## TASK DESCRIPTION
The answer should be one number only, namely how many lines of the records hold the word "junction".

## MATERIAL TO PROCESS
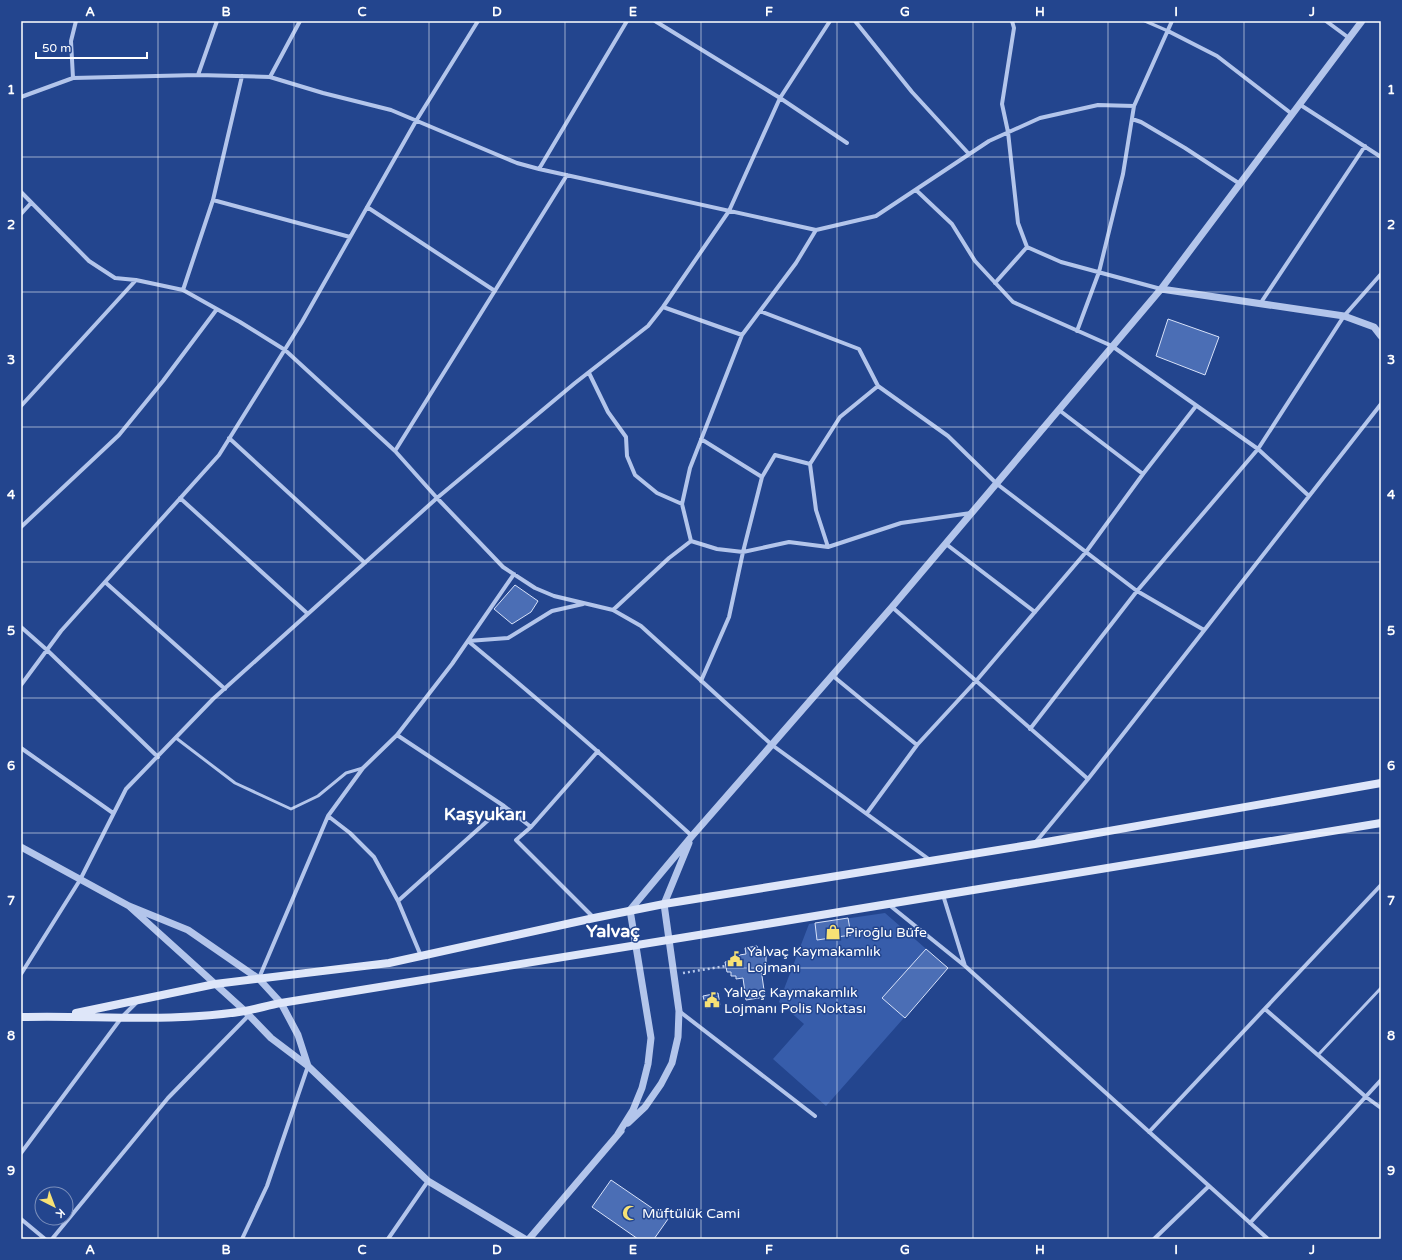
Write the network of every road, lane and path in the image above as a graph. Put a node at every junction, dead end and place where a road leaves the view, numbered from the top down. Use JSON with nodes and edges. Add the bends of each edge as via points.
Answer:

--

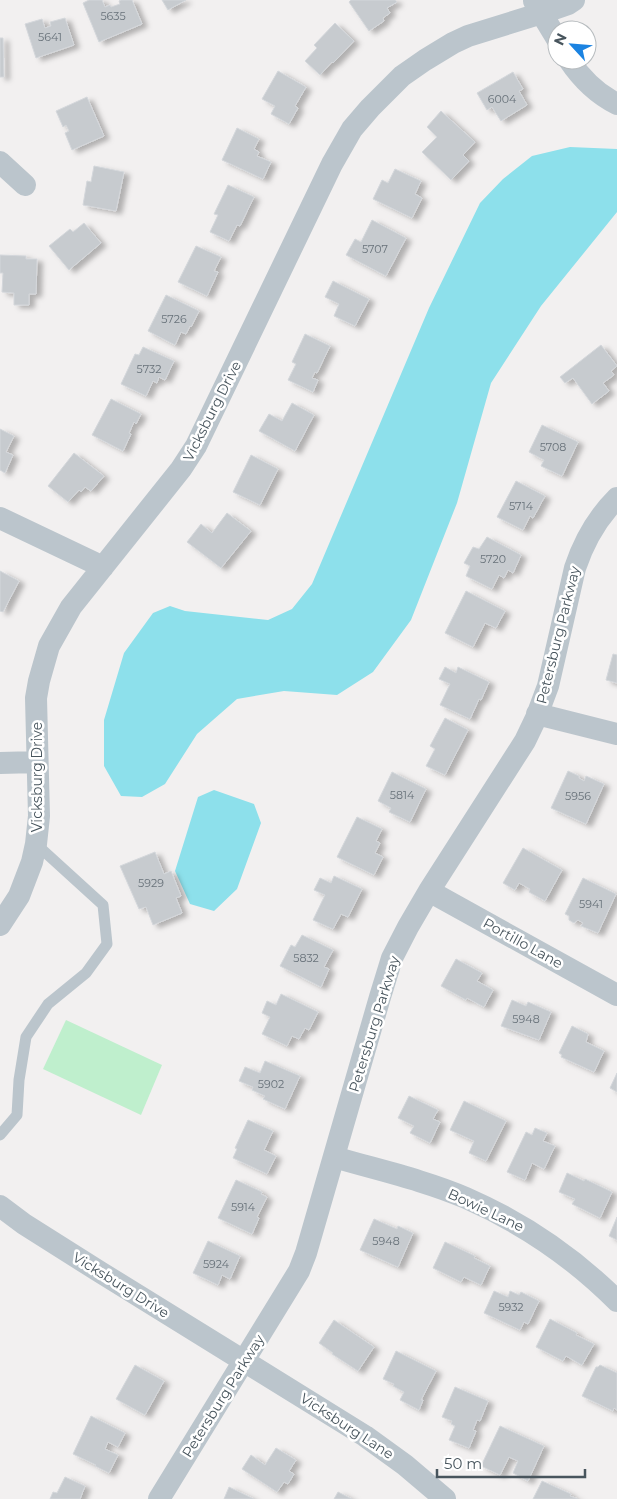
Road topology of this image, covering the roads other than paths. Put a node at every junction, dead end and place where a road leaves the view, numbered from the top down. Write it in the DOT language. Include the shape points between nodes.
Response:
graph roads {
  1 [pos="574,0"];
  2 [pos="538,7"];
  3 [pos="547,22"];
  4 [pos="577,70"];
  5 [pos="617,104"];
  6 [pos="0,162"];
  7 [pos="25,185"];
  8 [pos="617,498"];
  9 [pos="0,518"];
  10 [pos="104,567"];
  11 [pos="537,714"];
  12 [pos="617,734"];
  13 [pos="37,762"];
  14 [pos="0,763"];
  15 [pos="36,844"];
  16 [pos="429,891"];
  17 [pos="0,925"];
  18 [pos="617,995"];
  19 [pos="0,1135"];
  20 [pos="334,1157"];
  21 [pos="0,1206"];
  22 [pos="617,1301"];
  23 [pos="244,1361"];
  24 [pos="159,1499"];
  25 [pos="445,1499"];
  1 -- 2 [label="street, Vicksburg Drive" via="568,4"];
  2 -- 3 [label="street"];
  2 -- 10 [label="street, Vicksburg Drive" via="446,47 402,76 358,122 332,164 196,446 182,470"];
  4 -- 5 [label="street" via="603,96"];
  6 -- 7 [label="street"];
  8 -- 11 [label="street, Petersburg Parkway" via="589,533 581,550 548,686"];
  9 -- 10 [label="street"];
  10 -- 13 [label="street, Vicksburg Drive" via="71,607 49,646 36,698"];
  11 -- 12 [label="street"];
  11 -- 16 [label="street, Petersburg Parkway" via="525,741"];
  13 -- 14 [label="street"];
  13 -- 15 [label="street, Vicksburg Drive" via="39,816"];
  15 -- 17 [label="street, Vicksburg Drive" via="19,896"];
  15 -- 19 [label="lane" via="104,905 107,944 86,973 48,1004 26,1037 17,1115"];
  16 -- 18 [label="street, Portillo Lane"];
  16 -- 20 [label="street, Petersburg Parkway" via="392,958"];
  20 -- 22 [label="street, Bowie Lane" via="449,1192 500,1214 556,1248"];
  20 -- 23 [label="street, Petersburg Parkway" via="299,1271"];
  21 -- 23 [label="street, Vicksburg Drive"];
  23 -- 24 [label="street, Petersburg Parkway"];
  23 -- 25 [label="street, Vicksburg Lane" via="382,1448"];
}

## REPLY TO THE TASK
2